> **PROBLEM REQUIREMENTS**: What is needed is an exact copy of every entry.
++++ MATERIAL FOR THE TASK ++++
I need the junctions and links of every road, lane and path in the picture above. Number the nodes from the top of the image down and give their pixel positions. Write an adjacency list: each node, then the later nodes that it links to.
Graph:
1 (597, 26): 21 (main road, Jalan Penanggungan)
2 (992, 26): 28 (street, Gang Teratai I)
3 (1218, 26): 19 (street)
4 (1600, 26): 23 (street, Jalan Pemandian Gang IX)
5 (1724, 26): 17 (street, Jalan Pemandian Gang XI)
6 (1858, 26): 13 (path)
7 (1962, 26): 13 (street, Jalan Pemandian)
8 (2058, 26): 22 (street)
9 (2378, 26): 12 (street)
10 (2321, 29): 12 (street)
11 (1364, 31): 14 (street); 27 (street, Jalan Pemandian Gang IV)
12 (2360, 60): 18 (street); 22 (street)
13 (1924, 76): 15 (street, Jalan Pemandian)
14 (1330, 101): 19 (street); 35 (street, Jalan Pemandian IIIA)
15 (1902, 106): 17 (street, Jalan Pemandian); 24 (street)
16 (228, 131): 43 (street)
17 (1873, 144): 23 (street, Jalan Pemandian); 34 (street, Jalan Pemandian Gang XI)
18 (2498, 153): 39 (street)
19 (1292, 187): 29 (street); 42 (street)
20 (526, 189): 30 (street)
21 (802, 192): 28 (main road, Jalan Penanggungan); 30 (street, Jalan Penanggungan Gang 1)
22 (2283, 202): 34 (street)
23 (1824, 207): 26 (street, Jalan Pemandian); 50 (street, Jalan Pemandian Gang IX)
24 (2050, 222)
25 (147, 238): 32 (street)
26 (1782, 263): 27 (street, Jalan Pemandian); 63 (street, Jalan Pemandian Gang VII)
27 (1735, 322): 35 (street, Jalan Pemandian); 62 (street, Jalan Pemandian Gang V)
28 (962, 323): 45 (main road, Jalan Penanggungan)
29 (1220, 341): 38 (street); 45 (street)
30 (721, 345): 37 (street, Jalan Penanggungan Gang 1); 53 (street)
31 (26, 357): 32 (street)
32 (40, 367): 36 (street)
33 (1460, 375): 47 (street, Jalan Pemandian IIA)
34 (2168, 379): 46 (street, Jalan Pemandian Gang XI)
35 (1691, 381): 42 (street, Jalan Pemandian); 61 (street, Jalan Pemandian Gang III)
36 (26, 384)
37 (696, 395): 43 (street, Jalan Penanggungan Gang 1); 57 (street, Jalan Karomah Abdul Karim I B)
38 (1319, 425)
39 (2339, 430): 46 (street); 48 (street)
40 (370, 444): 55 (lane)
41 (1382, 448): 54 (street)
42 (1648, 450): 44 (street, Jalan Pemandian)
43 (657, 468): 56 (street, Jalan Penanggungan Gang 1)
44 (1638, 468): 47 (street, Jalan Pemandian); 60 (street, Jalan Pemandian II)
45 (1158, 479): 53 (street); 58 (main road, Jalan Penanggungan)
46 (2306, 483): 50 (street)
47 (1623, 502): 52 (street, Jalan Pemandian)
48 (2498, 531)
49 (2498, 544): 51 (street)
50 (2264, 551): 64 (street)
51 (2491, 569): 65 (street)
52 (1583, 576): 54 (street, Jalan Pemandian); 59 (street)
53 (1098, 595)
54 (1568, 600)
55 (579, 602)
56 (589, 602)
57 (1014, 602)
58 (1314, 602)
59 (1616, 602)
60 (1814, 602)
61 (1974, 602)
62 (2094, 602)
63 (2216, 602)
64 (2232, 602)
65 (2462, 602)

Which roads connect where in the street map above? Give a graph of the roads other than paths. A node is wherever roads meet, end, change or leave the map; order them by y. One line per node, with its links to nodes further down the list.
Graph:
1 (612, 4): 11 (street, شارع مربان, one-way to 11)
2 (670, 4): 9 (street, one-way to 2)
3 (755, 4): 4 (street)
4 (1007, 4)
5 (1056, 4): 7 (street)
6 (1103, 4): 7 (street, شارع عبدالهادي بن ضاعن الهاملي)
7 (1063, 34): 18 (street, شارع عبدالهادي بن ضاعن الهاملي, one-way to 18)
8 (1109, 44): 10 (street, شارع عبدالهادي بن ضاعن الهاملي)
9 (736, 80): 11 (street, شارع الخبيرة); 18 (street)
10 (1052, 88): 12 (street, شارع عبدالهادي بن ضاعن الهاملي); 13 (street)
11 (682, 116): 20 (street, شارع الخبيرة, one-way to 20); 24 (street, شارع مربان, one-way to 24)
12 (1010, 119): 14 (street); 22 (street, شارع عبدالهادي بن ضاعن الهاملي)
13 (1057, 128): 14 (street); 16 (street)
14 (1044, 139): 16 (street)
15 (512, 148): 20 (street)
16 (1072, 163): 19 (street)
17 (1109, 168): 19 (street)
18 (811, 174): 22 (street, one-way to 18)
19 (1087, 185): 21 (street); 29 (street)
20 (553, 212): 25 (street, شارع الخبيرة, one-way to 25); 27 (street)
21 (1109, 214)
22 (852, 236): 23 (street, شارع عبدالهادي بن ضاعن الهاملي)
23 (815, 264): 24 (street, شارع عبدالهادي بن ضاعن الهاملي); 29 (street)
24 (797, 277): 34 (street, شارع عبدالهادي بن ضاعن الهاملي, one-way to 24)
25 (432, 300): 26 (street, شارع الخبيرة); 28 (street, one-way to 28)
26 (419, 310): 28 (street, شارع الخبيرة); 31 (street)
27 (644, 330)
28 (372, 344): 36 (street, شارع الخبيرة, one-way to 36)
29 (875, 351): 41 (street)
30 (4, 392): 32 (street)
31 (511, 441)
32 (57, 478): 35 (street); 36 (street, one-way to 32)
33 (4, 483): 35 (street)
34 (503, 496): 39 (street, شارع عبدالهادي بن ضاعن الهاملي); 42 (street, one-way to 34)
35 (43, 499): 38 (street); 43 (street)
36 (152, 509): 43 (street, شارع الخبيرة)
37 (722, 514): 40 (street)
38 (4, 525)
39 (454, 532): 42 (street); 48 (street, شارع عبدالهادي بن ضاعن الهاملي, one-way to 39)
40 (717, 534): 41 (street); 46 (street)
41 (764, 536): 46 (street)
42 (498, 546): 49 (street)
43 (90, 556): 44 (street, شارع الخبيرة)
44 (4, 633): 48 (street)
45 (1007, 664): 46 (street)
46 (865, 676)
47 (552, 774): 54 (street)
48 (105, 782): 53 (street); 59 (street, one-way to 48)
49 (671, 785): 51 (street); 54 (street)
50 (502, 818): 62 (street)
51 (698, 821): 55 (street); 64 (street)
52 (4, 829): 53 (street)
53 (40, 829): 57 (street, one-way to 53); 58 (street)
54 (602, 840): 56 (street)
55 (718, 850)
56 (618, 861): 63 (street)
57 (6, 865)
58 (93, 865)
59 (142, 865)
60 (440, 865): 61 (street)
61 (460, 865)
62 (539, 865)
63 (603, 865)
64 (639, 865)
++++
> **RESULT OF THE TASK**:
I need the junctions and links of every road, lane and path in the picture above. Number the nodes from the top of the image down and give their pixel positions. Write an adjacency list: each node, then the later nodes that it links to.
Graph:
1 (597, 26): 21 (main road, Jalan Penanggungan)
2 (992, 26): 28 (street, Gang Teratai I)
3 (1218, 26): 19 (street)
4 (1600, 26): 23 (street, Jalan Pemandian Gang IX)
5 (1724, 26): 17 (street, Jalan Pemandian Gang XI)
6 (1858, 26): 13 (path)
7 (1962, 26): 13 (street, Jalan Pemandian)
8 (2058, 26): 22 (street)
9 (2378, 26): 12 (street)
10 (2321, 29): 12 (street)
11 (1364, 31): 14 (street); 27 (street, Jalan Pemandian Gang IV)
12 (2360, 60): 18 (street); 22 (street)
13 (1924, 76): 15 (street, Jalan Pemandian)
14 (1330, 101): 19 (street); 35 (street, Jalan Pemandian IIIA)
15 (1902, 106): 17 (street, Jalan Pemandian); 24 (street)
16 (228, 131): 43 (street)
17 (1873, 144): 23 (street, Jalan Pemandian); 34 (street, Jalan Pemandian Gang XI)
18 (2498, 153): 39 (street)
19 (1292, 187): 29 (street); 42 (street)
20 (526, 189): 30 (street)
21 (802, 192): 28 (main road, Jalan Penanggungan); 30 (street, Jalan Penanggungan Gang 1)
22 (2283, 202): 34 (street)
23 (1824, 207): 26 (street, Jalan Pemandian); 50 (street, Jalan Pemandian Gang IX)
24 (2050, 222)
25 (147, 238): 32 (street)
26 (1782, 263): 27 (street, Jalan Pemandian); 63 (street, Jalan Pemandian Gang VII)
27 (1735, 322): 35 (street, Jalan Pemandian); 62 (street, Jalan Pemandian Gang V)
28 (962, 323): 45 (main road, Jalan Penanggungan)
29 (1220, 341): 38 (street); 45 (street)
30 (721, 345): 37 (street, Jalan Penanggungan Gang 1); 53 (street)
31 (26, 357): 32 (street)
32 (40, 367): 36 (street)
33 (1460, 375): 47 (street, Jalan Pemandian IIA)
34 (2168, 379): 46 (street, Jalan Pemandian Gang XI)
35 (1691, 381): 42 (street, Jalan Pemandian); 61 (street, Jalan Pemandian Gang III)
36 (26, 384)
37 (696, 395): 43 (street, Jalan Penanggungan Gang 1); 57 (street, Jalan Karomah Abdul Karim I B)
38 (1319, 425)
39 (2339, 430): 46 (street); 48 (street)
40 (370, 444): 55 (lane)
41 (1382, 448): 54 (street)
42 (1648, 450): 44 (street, Jalan Pemandian)
43 (657, 468): 56 (street, Jalan Penanggungan Gang 1)
44 (1638, 468): 47 (street, Jalan Pemandian); 60 (street, Jalan Pemandian II)
45 (1158, 479): 53 (street); 58 (main road, Jalan Penanggungan)
46 (2306, 483): 50 (street)
47 (1623, 502): 52 (street, Jalan Pemandian)
48 (2498, 531)
49 (2498, 544): 51 (street)
50 (2264, 551): 64 (street)
51 (2491, 569): 65 (street)
52 (1583, 576): 54 (street, Jalan Pemandian); 59 (street)
53 (1098, 595)
54 (1568, 600)
55 (579, 602)
56 (589, 602)
57 (1014, 602)
58 (1314, 602)
59 (1616, 602)
60 (1814, 602)
61 (1974, 602)
62 (2094, 602)
63 (2216, 602)
64 (2232, 602)
65 (2462, 602)

Which roads connect where in the street map above? Give a graph of the roads other than paths. A node is wherever roads meet, end, change or leave the map; order them by y. One line per node, with its links to nodes further down the list.
Graph:
1 (612, 4): 11 (street, شارع مربان, one-way to 11)
2 (670, 4): 9 (street, one-way to 2)
3 (755, 4): 4 (street)
4 (1007, 4)
5 (1056, 4): 7 (street)
6 (1103, 4): 7 (street, شارع عبدالهادي بن ضاعن الهاملي)
7 (1063, 34): 18 (street, شارع عبدالهادي بن ضاعن الهاملي, one-way to 18)
8 (1109, 44): 10 (street, شارع عبدالهادي بن ضاعن الهاملي)
9 (736, 80): 11 (street, شارع الخبيرة); 18 (street)
10 (1052, 88): 12 (street, شارع عبدالهادي بن ضاعن الهاملي); 13 (street)
11 (682, 116): 20 (street, شارع الخبيرة, one-way to 20); 24 (street, شارع مربان, one-way to 24)
12 (1010, 119): 14 (street); 22 (street, شارع عبدالهادي بن ضاعن الهاملي)
13 (1057, 128): 14 (street); 16 (street)
14 (1044, 139): 16 (street)
15 (512, 148): 20 (street)
16 (1072, 163): 19 (street)
17 (1109, 168): 19 (street)
18 (811, 174): 22 (street, one-way to 18)
19 (1087, 185): 21 (street); 29 (street)
20 (553, 212): 25 (street, شارع الخبيرة, one-way to 25); 27 (street)
21 (1109, 214)
22 (852, 236): 23 (street, شارع عبدالهادي بن ضاعن الهاملي)
23 (815, 264): 24 (street, شارع عبدالهادي بن ضاعن الهاملي); 29 (street)
24 (797, 277): 34 (street, شارع عبدالهادي بن ضاعن الهاملي, one-way to 24)
25 (432, 300): 26 (street, شارع الخبيرة); 28 (street, one-way to 28)
26 (419, 310): 28 (street, شارع الخبيرة); 31 (street)
27 (644, 330)
28 (372, 344): 36 (street, شارع الخبيرة, one-way to 36)
29 (875, 351): 41 (street)
30 (4, 392): 32 (street)
31 (511, 441)
32 (57, 478): 35 (street); 36 (street, one-way to 32)
33 (4, 483): 35 (street)
34 (503, 496): 39 (street, شارع عبدالهادي بن ضاعن الهاملي); 42 (street, one-way to 34)
35 (43, 499): 38 (street); 43 (street)
36 (152, 509): 43 (street, شارع الخبيرة)
37 (722, 514): 40 (street)
38 (4, 525)
39 (454, 532): 42 (street); 48 (street, شارع عبدالهادي بن ضاعن الهاملي, one-way to 39)
40 (717, 534): 41 (street); 46 (street)
41 (764, 536): 46 (street)
42 (498, 546): 49 (street)
43 (90, 556): 44 (street, شارع الخبيرة)
44 (4, 633): 48 (street)
45 (1007, 664): 46 (street)
46 (865, 676)
47 (552, 774): 54 (street)
48 (105, 782): 53 (street); 59 (street, one-way to 48)
49 (671, 785): 51 (street); 54 (street)
50 (502, 818): 62 (street)
51 (698, 821): 55 (street); 64 (street)
52 (4, 829): 53 (street)
53 (40, 829): 57 (street, one-way to 53); 58 (street)
54 (602, 840): 56 (street)
55 (718, 850)
56 (618, 861): 63 (street)
57 (6, 865)
58 (93, 865)
59 (142, 865)
60 (440, 865): 61 (street)
61 (460, 865)
62 (539, 865)
63 (603, 865)
64 (639, 865)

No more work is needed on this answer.